Mise-en-scène (literally, "setting-in-scene") is a synonym for scenery or background or context. With reference to a stage play, it usually signifies the sets, props, flats, stage, lighting etc.: the environment that the actors play within. In the sense of a larger story, as in a movie, novel, etc., it can take on the broader meaning of the plot's backstory or milieu, all the events and characters etc. that have led up to and supported the the presentation of focal events and characters. Other synonyms include ambiance, atmosphere, climate, medium, surroundings, world.

As jargon, as Keith seems to be pointing out, it's lost most all usefulness when talking about the production aspect of filmmaking, mostly because its most frequent manner of use is to mean "the production aspect of filmmaking." For fancy expressions to retain their specificity, they oughtn't be bandied about lightly when more general--and more understandable--words suffice.

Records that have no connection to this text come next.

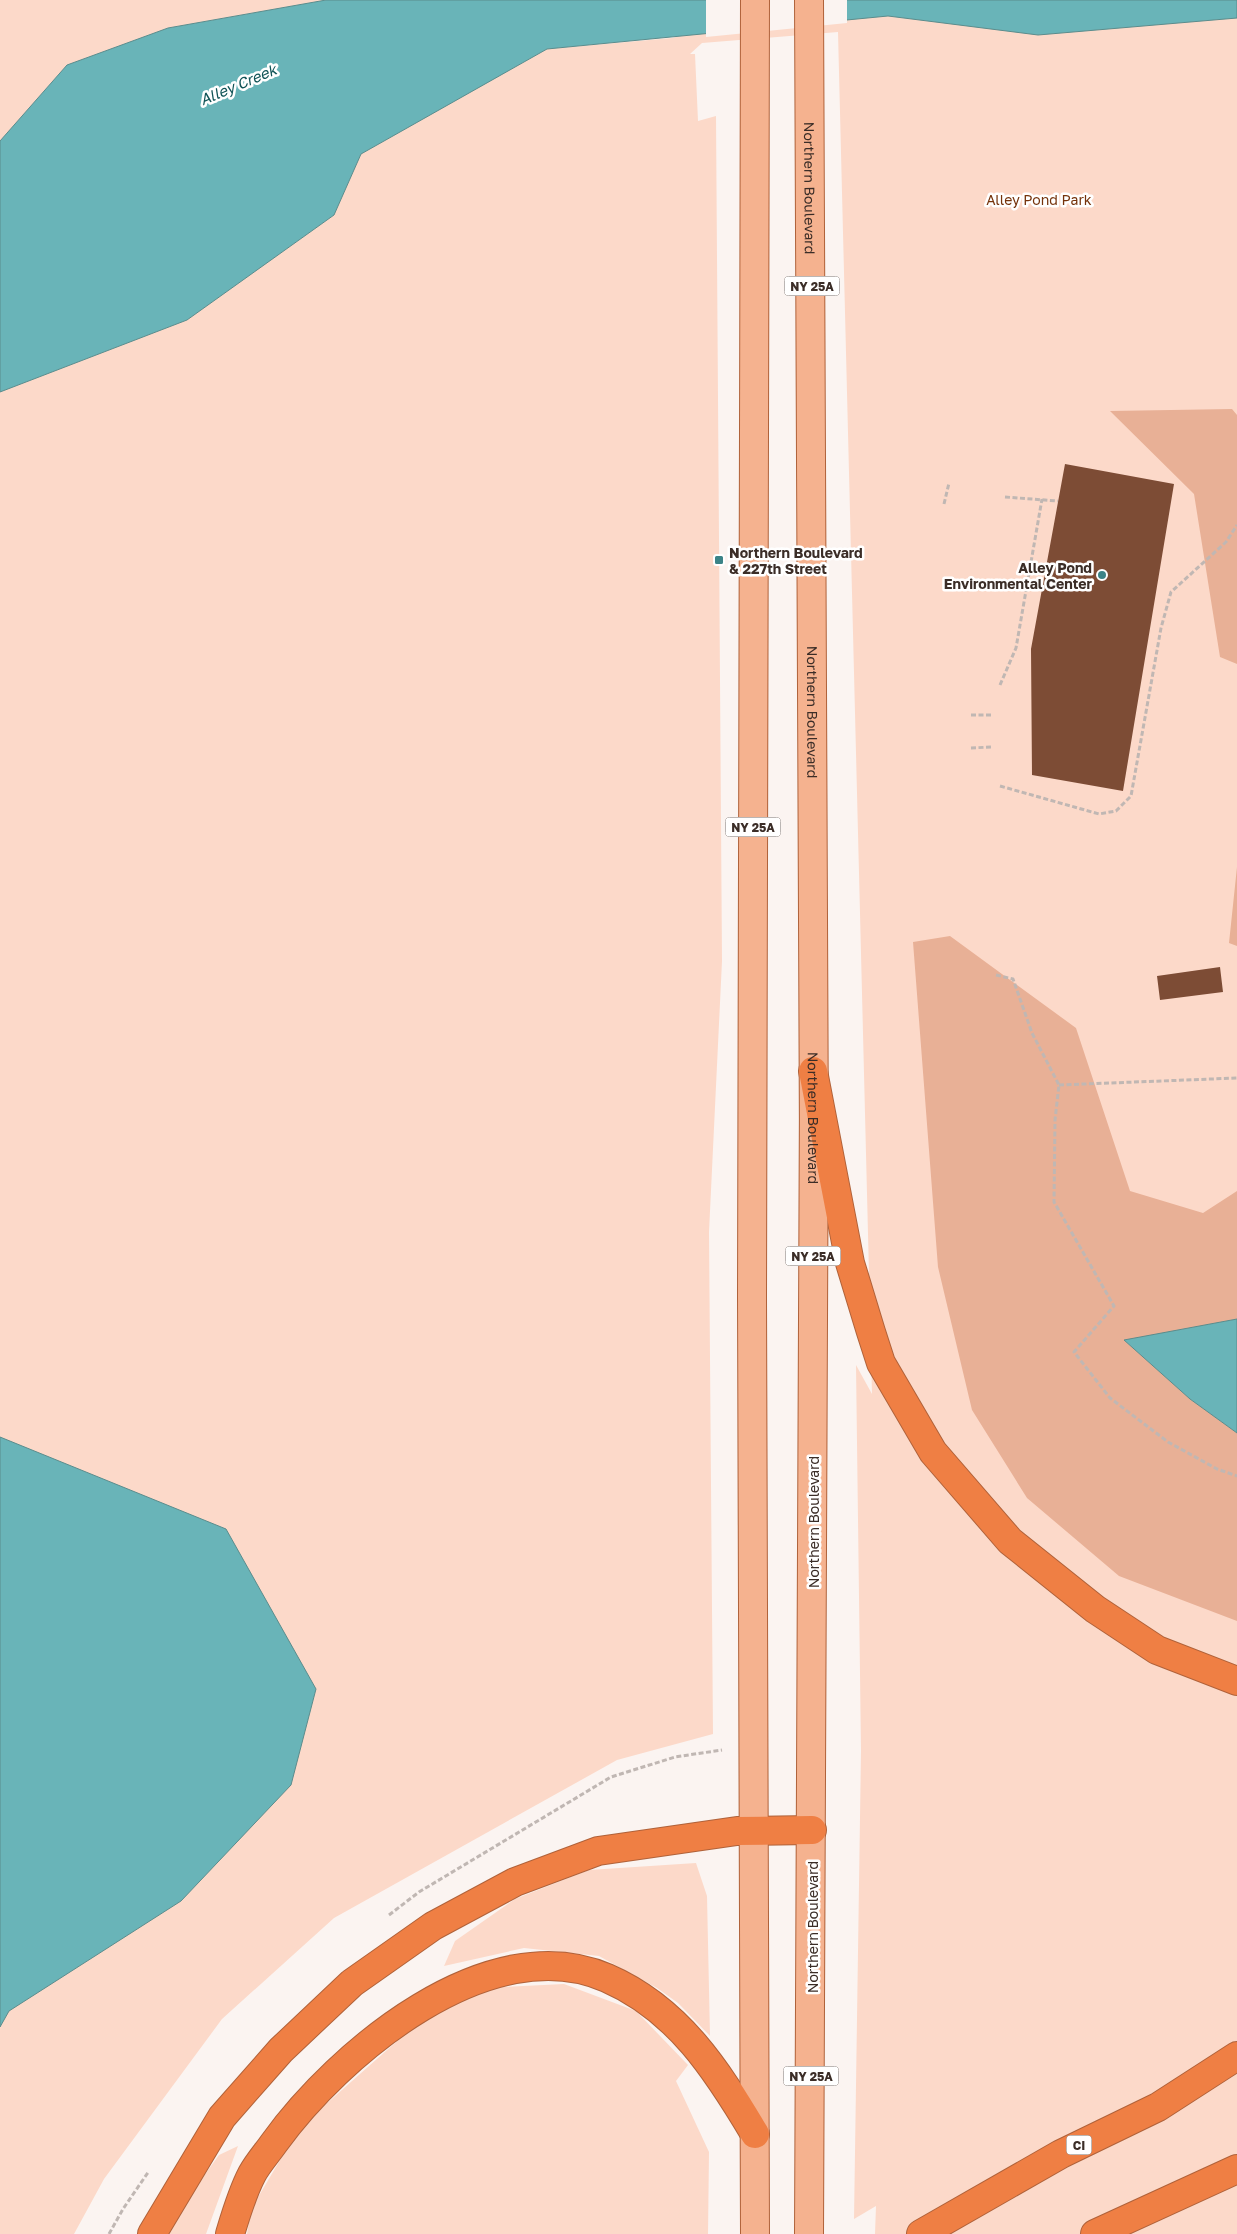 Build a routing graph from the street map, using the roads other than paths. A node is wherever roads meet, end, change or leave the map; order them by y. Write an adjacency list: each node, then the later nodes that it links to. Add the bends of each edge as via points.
1 (755, 0): 6 (main road, NY 25A)
2 (809, 0): 3 (main road, Northern Boulevard / NY 25A, via 814,494)
3 (813, 1071): 4 (highway, via 850,1263 871,1332 881,1363 933,1452 1010,1540 1095,1608 1156,1650); 5 (main road, Northern Boulevard / NY 25A)
4 (1237, 1681)
5 (812, 1830): 6 (highway); 13 (main road, Northern Boulevard / NY 25A)
6 (753, 1831): 8 (main road, NY 25A); 10 (highway, via 598,1850 516,1882 433,1926 352,1983 281,2050 222,2117)
7 (1237, 2056): 14 (highway, CI, via 1158,2107 1061,2154)
8 (754, 2134): 11 (highway, via 734,2098 693,2040 662,2011 599,1975 577,1969 520,1969 487,1976 442,1994 396,2023 351,2058 296,2113 253,2173); 12 (main road, NY 25A)
9 (1237, 2169): 15 (highway)
10 (152, 2234)
11 (230, 2234)
12 (755, 2234)
13 (809, 2234)
14 (921, 2234)
15 (1095, 2234)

Another fun theater word is dramaturgy, which, according to Webster's, means "the art or technique of dramatic composition and theatrical representation." Another Swiss Army Knife word, this can refer to the visual composition of actors and sets on the stage, or to structure and arrangement on the page of dramatic elements in a written play. Anyone who claims to have expertise in matters dramaturgical should be properly termed a dramaturg.

I think Samuel Beckett was less a playwright than a dramaturg.

Glenn: how about the machine works sequence from Chaplin's Modern Times? It's visually grabbing, and it works on both literal and metaphorical levels.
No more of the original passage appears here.